» About this exercise: Reproduce each line from the records that holds "roads".

Stored records

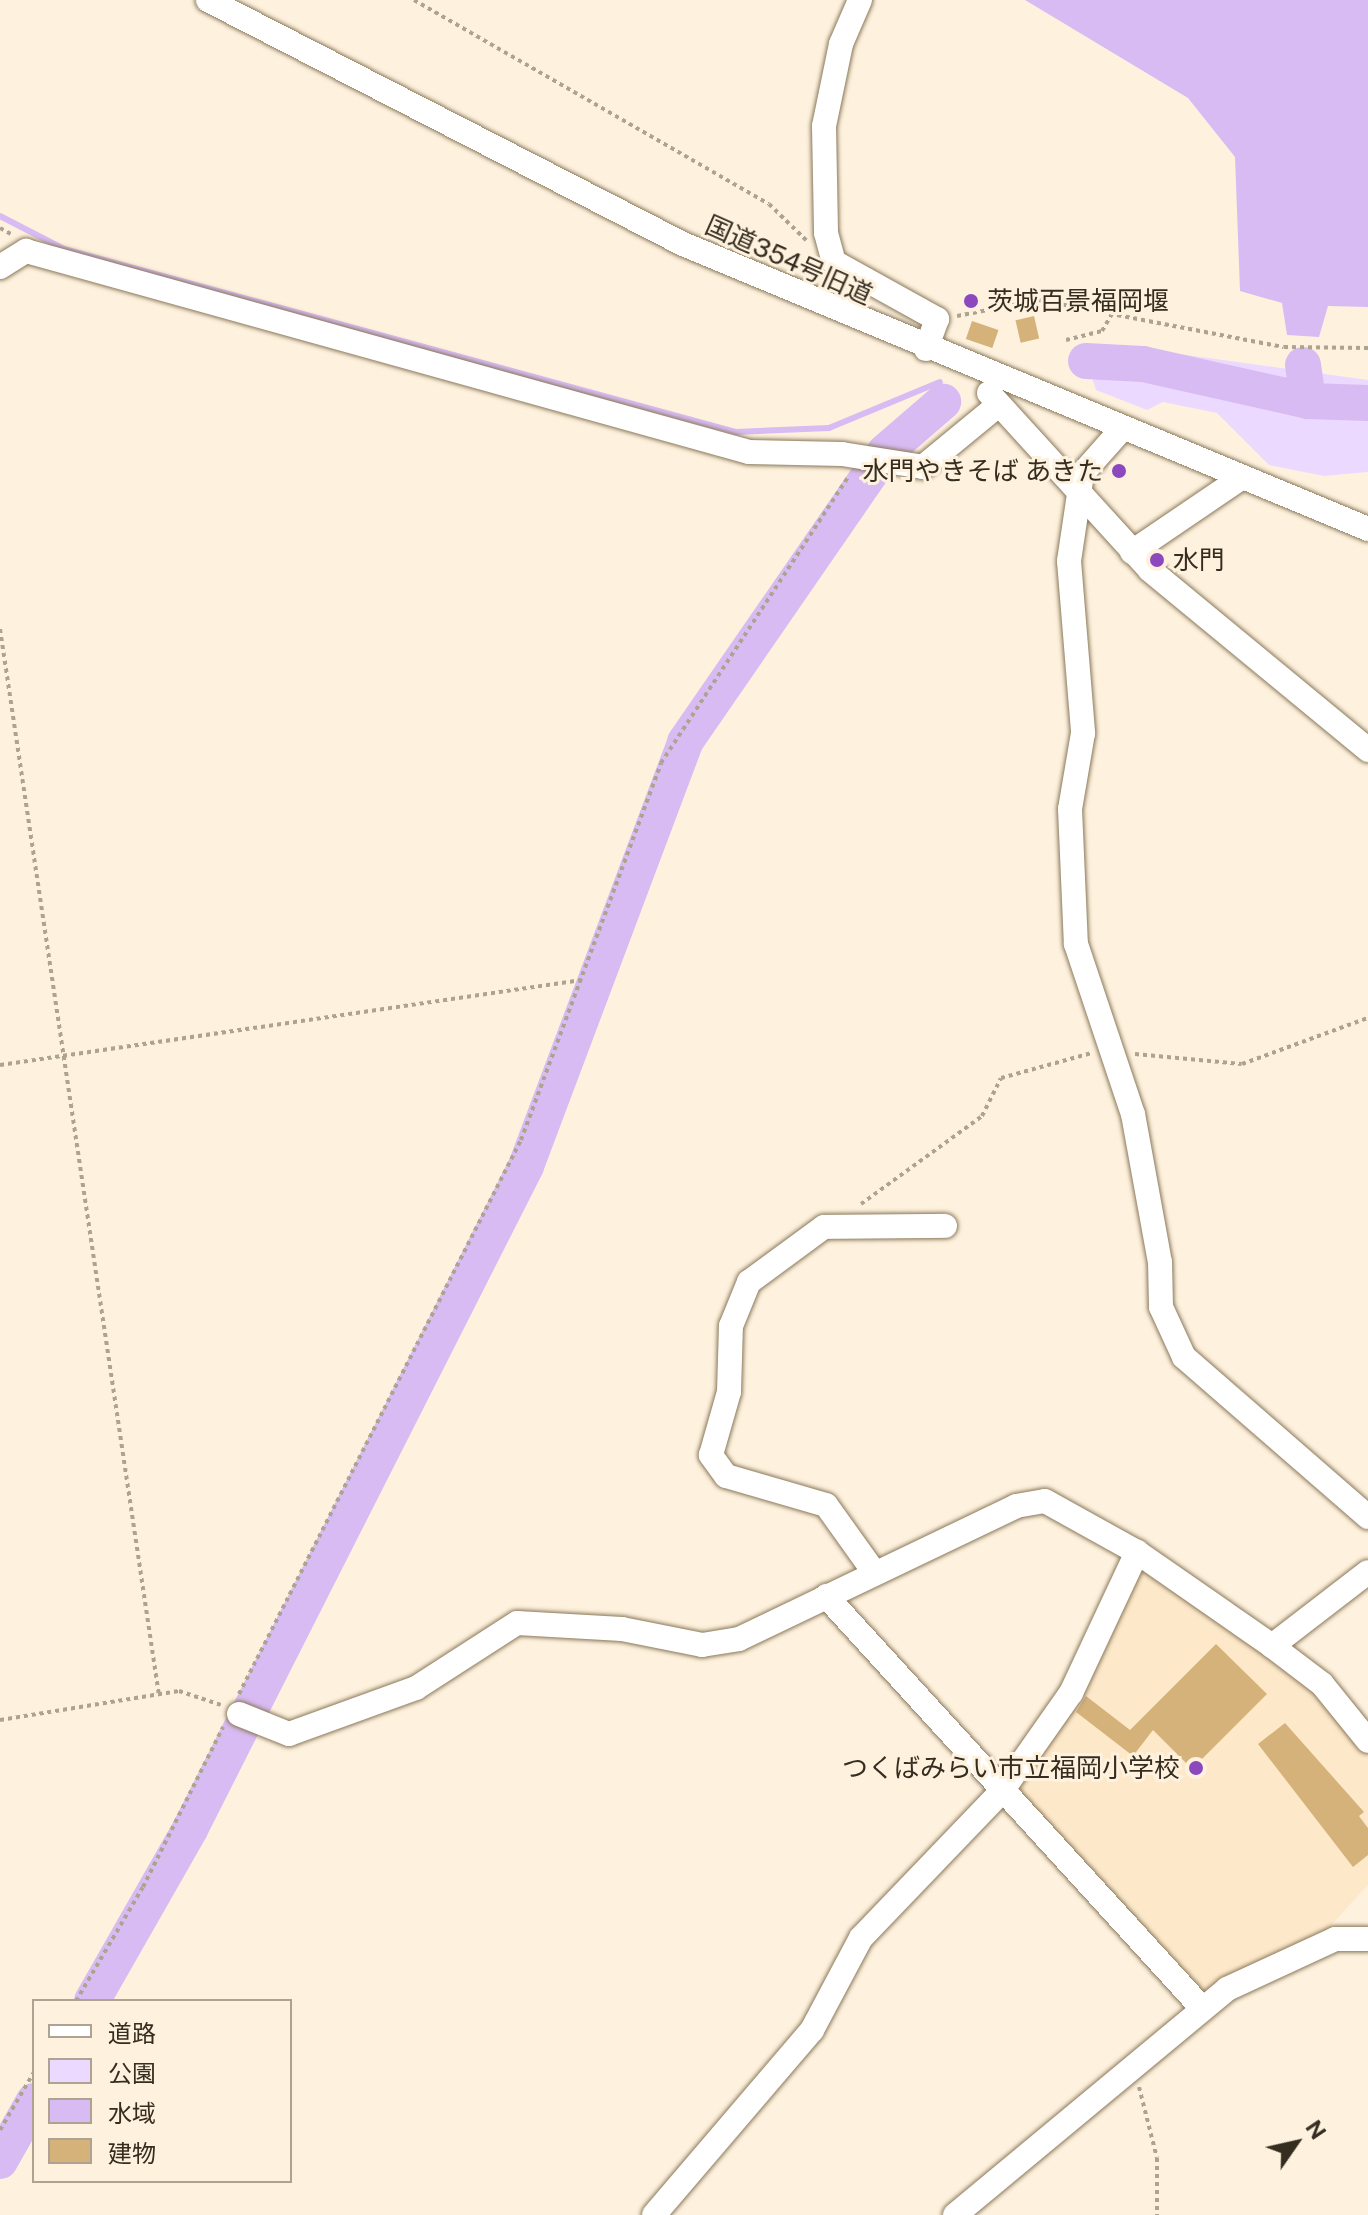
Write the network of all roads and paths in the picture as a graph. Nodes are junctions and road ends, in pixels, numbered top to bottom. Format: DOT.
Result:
graph roads {
  1 [pos="208,0"];
  2 [pos="414,0"];
  3 [pos="860,0"];
  4 [pos="834,262"];
  5 [pos="0,267"];
  6 [pos="1113,312"];
  7 [pos="937,319"];
  8 [pos="1066,340"];
  9 [pos="1368,348"];
  10 [pos="926,349"];
  11 [pos="982,372"];
  12 [pos="997,406"];
  13 [pos="1121,430"];
  14 [pos="865,457"];
  15 [pos="1241,478"];
  16 [pos="1083,501"];
  17 [pos="1368,529"];
  18 [pos="1132,552"];
  19 [pos="0,629"];
  20 [pos="1368,750"];
  21 [pos="582,980"];
  22 [pos="1368,1018"];
  23 [pos="1110,1048"];
  24 [pos="63,1056"];
  25 [pos="0,1065"];
  26 [pos="945,1226"];
  27 [pos="824,1227"];
  28 [pos="1368,1517"];
  29 [pos="1137,1552"];
  30 [pos="874,1572"];
  31 [pos="1368,1572"];
  32 [pos="826,1596"];
  33 [pos="1272,1646"];
  34 [pos="159,1695"];
  35 [pos="242,1715"];
  36 [pos="0,1720"];
  37 [pos="1368,1741"];
  38 [pos="1002,1791"];
  39 [pos="1367,1942"];
  40 [pos="77,1999"];
  41 [pos="1201,2007"];
  42 [pos="1131,2066"];
  43 [pos="32,2075"];
  44 [pos="0,2130"];
  45 [pos="654,2215"];
  46 [pos="955,2215"];
  47 [pos="1157,2215"];
  1 -- 10 [label="street, 国道354号旧道"];
  2 -- 4 [label="path"];
  3 -- 4 [label="street"];
  4 -- 7 [label="street"];
  5 -- 14 [label="street"];
  6 -- 7 [label="path"];
  6 -- 8 [label="path"];
  6 -- 9 [label="path"];
  7 -- 10 [label="street"];
  10 -- 11 [label="street, 国道354号旧道"];
  11 -- 12 [label="street"];
  11 -- 13 [label="street, 国道354号旧道"];
  12 -- 14 [label="street"];
  12 -- 16 [label="street"];
  13 -- 15 [label="street, 国道354号旧道"];
  13 -- 16 [label="street"];
  14 -- 21 [label="path"];
  15 -- 17 [label="street, 国道354号旧道"];
  15 -- 18 [label="street"];
  16 -- 18 [label="street"];
  16 -- 23 [label="street"];
  18 -- 20 [label="street"];
  19 -- 24 [label="path"];
  21 -- 24 [label="path"];
  21 -- 35 [label="path"];
  22 -- 23 [label="path"];
  23 -- 27 [label="path"];
  23 -- 28 [label="street"];
  24 -- 25 [label="path"];
  24 -- 34 [label="path"];
  26 -- 27 [label="street"];
  27 -- 30 [label="street"];
  29 -- 30 [label="street"];
  29 -- 33 [label="street"];
  29 -- 38 [label="street"];
  30 -- 32 [label="street"];
  31 -- 33 [label="street"];
  32 -- 35 [label="street"];
  32 -- 38 [label="street"];
  33 -- 37 [label="street"];
  34 -- 35 [label="path"];
  34 -- 36 [label="path"];
  35 -- 40 [label="path"];
  38 -- 41 [label="street"];
  38 -- 45 [label="street"];
  39 -- 41 [label="street"];
  41 -- 42 [label="street"];
  42 -- 46 [label="street"];
  42 -- 47 [label="path"];
  43 -- 44 [label="path"];
}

» Solved exercise:
Write the network of all roads and paths in the picture as a graph. Nodes are junctions and road ends, in pixels, numbered top to bottom. Format: DOT.
graph roads {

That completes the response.